First let me say it was good to be back. Though it was annoying having to wear masks the whole time, the fact that 250 vendors showed up and made an effort was good to see. If I passed you unnoticed, it was because of the mask. Was hard to recognize some people.

If I had to guess, the in person attendance was a fraction of the usual, perhaps 1,000-1,500 people. There were practitioners there. I met a team from a county government agency in Seattle at lunch one day who was looking for a new HRIS and watched a couple of JP Morgan Chase execs grill Adam Godsend from Paradox/Olivia about their conversational AI tool. 

Adam told me that their platform is in use in about 90% of McDonald’s franchises across the country and that it has taken time to hire from 14 days to 3. Pretty impressive. 

Gem.com became our industry’s latest unicorn at the conference announcing a $100 million dollar series C. Clearly the golden age of HR tech continues unabated. Gem is an all-in-one recruiting platform that integrates with LinkedIn, Gmail, Outlook, and your ATS. They help recruiters to find, engage, and nurture top talent.

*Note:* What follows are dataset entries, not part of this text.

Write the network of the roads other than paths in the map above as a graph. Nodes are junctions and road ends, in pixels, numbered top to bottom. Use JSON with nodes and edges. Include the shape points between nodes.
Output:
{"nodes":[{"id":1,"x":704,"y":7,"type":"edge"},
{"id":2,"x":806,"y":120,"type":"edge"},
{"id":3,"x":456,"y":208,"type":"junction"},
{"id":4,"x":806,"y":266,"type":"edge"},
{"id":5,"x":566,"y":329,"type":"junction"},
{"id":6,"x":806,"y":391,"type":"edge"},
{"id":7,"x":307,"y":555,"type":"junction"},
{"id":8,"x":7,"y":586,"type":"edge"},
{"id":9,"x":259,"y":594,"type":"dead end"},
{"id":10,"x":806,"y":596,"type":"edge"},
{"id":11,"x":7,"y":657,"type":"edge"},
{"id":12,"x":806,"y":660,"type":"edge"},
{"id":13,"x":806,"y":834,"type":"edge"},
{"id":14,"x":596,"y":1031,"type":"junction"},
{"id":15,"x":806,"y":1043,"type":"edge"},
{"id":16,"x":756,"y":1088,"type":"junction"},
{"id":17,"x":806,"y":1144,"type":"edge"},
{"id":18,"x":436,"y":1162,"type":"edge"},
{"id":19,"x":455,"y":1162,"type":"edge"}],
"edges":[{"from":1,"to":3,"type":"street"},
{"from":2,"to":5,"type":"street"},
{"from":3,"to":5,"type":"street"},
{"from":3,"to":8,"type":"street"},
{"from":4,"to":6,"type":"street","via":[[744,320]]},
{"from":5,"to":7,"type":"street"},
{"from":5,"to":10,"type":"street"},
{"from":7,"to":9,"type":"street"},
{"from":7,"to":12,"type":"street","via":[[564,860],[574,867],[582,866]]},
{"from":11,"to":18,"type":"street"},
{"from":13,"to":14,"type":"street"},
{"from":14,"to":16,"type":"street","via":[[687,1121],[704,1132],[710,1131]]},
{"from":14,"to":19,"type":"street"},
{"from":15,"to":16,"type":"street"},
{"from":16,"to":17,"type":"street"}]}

Recruiters use Gem to build lists of people to reach out to, find email, and automate followups. Automation is key these days, especially with a lack of enough recruiting talent at many orgs.

I recorded a bunch of vendor interviews and recorded some of pitchfest so stay tuned for that audio in the coming week or two. If you didn’t get the chance to go, here’s a couple of short B roll clips from days 1,2,3. You can see what you missed.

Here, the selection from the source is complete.